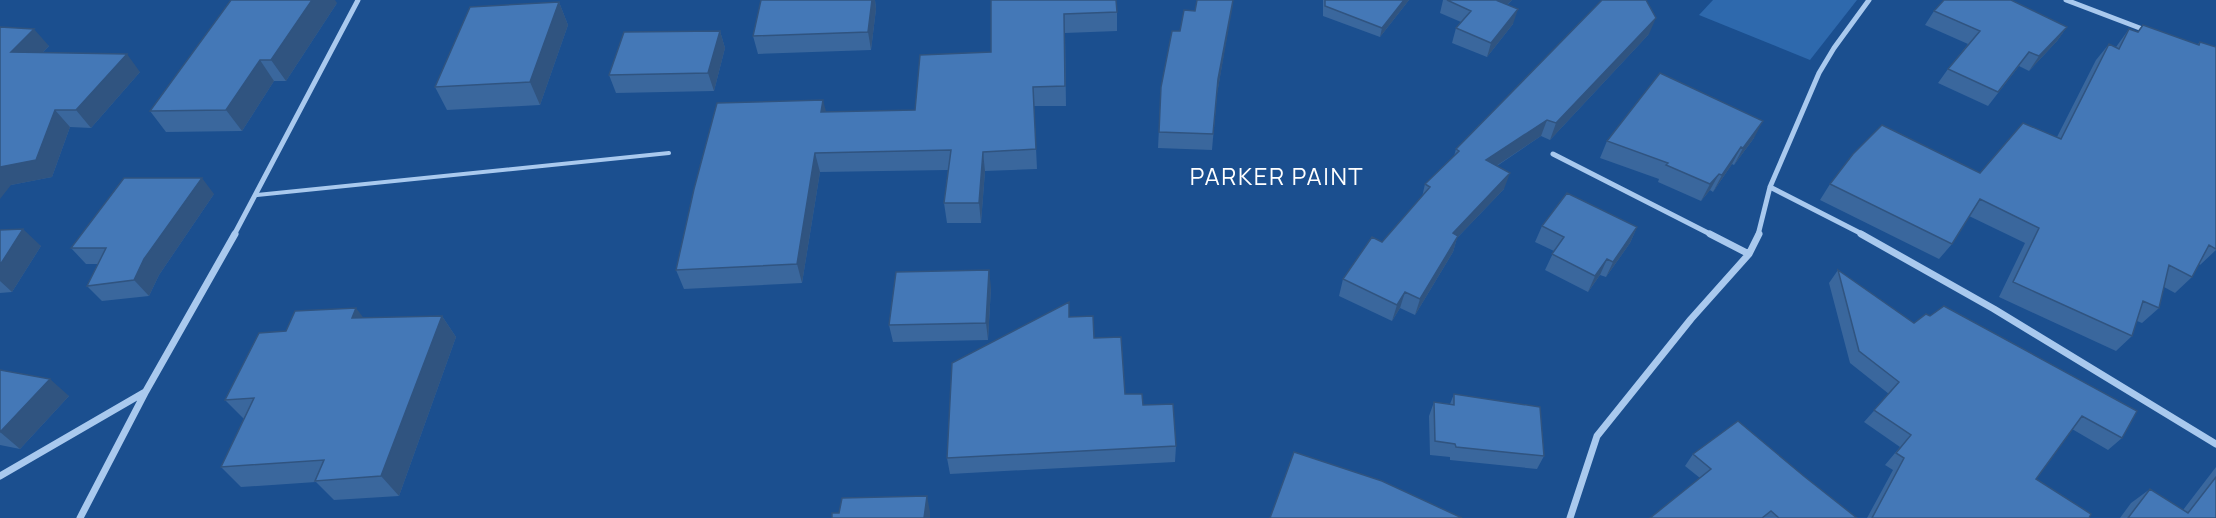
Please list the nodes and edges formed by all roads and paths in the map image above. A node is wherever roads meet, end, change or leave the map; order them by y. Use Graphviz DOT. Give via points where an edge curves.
graph roads {
  1 [pos="358,0"];
  2 [pos="1869,0"];
  3 [pos="2066,0"];
  4 [pos="2152,33"];
  5 [pos="669,153"];
  6 [pos="1553,154"];
  7 [pos="1770,187"];
  8 [pos="257,195"];
  9 [pos="1749,254"];
  10 [pos="146,391"];
  11 [pos="2216,444"];
  12 [pos="0,476"];
  13 [pos="80,518"];
  14 [pos="1570,518"];
  1 -- 8 [label="street"];
  2 -- 7 [label="street" via="1830,53"];
  3 -- 4 [label="street"];
  5 -- 8 [label="lane"];
  6 -- 9 [label="street"];
  7 -- 9 [label="street" via="1761,229"];
  7 -- 11 [label="street" via="1929,271"];
  8 -- 10 [label="street"];
  9 -- 14 [label="street" via="1597,436"];
  10 -- 12 [label="street"];
  10 -- 13 [label="street"];
}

*Instructions to follow*
Set down every entry above verbatim, without pictures.

*Response to this exercise*
Please list the nodes and edges formed by all roads and paths in the map image above. A node is wherever roads meet, end, change or leave the map; order them by y. Use Graphviz DOT. Give via points where an edge curves.
graph roads {
  1 [pos="358,0"];
  2 [pos="1869,0"];
  3 [pos="2066,0"];
  4 [pos="2152,33"];
  5 [pos="669,153"];
  6 [pos="1553,154"];
  7 [pos="1770,187"];
  8 [pos="257,195"];
  9 [pos="1749,254"];
  10 [pos="146,391"];
  11 [pos="2216,444"];
  12 [pos="0,476"];
  13 [pos="80,518"];
  14 [pos="1570,518"];
  1 -- 8 [label="street"];
  2 -- 7 [label="street" via="1830,53"];
  3 -- 4 [label="street"];
  5 -- 8 [label="lane"];
  6 -- 9 [label="street"];
  7 -- 9 [label="street" via="1761,229"];
  7 -- 11 [label="street" via="1929,271"];
  8 -- 10 [label="street"];
  9 -- 14 [label="street" via="1597,436"];
  10 -- 12 [label="street"];
  10 -- 13 [label="street"];
}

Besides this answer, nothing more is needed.